Task instructions >>
Output every entry exactly, without any pictures.

Information shown >>
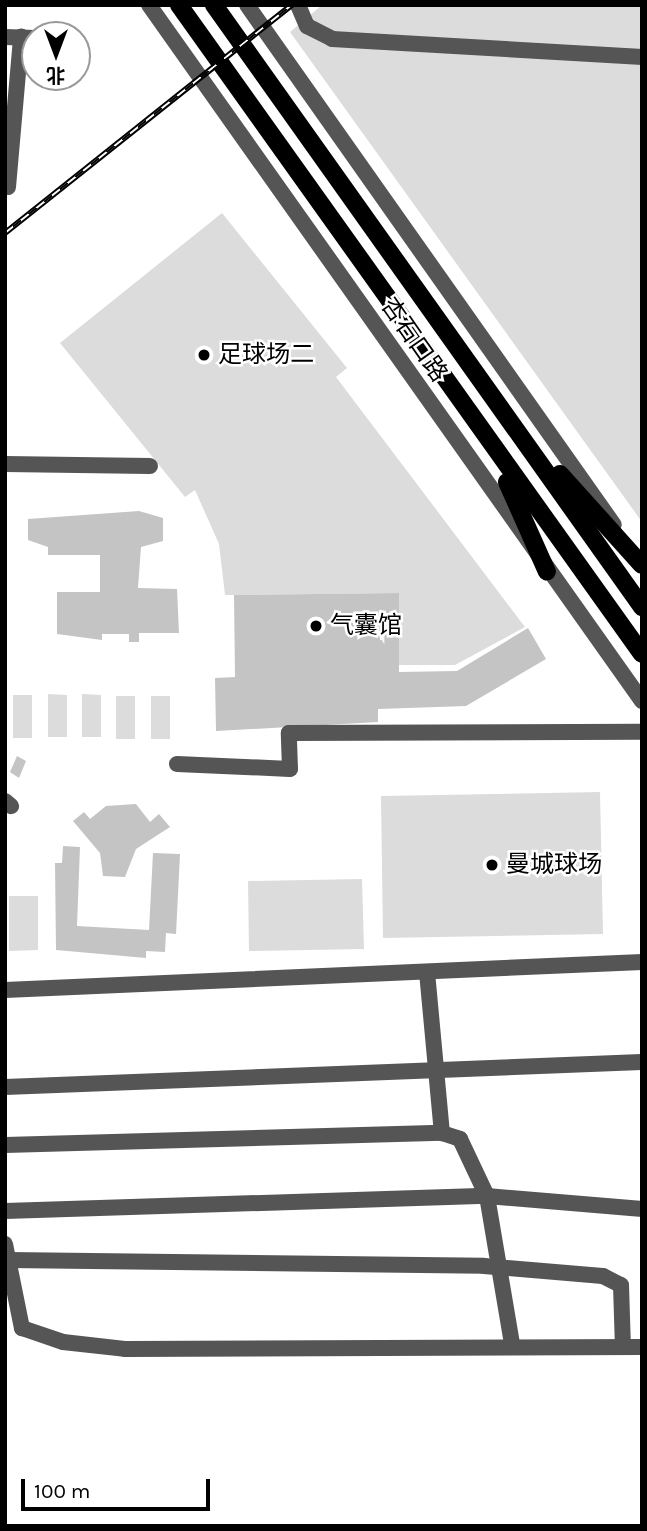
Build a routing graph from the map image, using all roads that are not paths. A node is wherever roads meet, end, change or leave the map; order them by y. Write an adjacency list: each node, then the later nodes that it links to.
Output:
1 (149, 5): 14 (street, 杏石口路)
2 (179, 5): 10 (main road, 杏石口路)
3 (214, 5): 9 (main road, 杏石口路)
4 (247, 5): 13 (street)
5 (298, 5): 7 (street)
6 (20, 37): 8 (street)
7 (642, 57)
8 (8, 187)
9 (507, 414): 13 (main road); 15 (main road, 杏石口路)
10 (493, 450): 14 (main road); 16 (main road, 杏石口路)
11 (5, 464): 12 (street)
12 (150, 466)
13 (642, 565)
14 (547, 572): 17 (street, 杏石口路)
15 (642, 607)
16 (642, 654)
17 (642, 701)
18 (642, 732): 19 (street)
19 (177, 764)
20 (642, 962): 21 (street)
21 (427, 972): 22 (street); 24 (street)
22 (5, 990)
23 (642, 1062): 24 (street)
24 (433, 1068): 25 (street); 26 (street)
25 (5, 1087)
26 (442, 1133): 27 (street); 28 (street)
27 (5, 1145)
28 (487, 1196): 29 (street); 30 (street); 32 (street)
29 (642, 1209)
30 (5, 1212)
31 (7, 1252): 32 (street); 33 (street)
32 (503, 1272): 33 (street); 34 (street)
33 (512, 1344): 34 (street)
34 (623, 1347): 35 (street)
35 (642, 1347)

Response below >>
Build a routing graph from the map image, using all roads that are not paths. A node is wherever roads meet, end, change or leave the map; order them by y. Write an adjacency list: each node, then the later nodes that it links to.
Output:
1 (149, 5): 14 (street, 杏石口路)
2 (179, 5): 10 (main road, 杏石口路)
3 (214, 5): 9 (main road, 杏石口路)
4 (247, 5): 13 (street)
5 (298, 5): 7 (street)
6 (20, 37): 8 (street)
7 (642, 57)
8 (8, 187)
9 (507, 414): 13 (main road); 15 (main road, 杏石口路)
10 (493, 450): 14 (main road); 16 (main road, 杏石口路)
11 (5, 464): 12 (street)
12 (150, 466)
13 (642, 565)
14 (547, 572): 17 (street, 杏石口路)
15 (642, 607)
16 (642, 654)
17 (642, 701)
18 (642, 732): 19 (street)
19 (177, 764)
20 (642, 962): 21 (street)
21 (427, 972): 22 (street); 24 (street)
22 (5, 990)
23 (642, 1062): 24 (street)
24 (433, 1068): 25 (street); 26 (street)
25 (5, 1087)
26 (442, 1133): 27 (street); 28 (street)
27 (5, 1145)
28 (487, 1196): 29 (street); 30 (street); 32 (street)
29 (642, 1209)
30 (5, 1212)
31 (7, 1252): 32 (street); 33 (street)
32 (503, 1272): 33 (street); 34 (street)
33 (512, 1344): 34 (street)
34 (623, 1347): 35 (street)
35 (642, 1347)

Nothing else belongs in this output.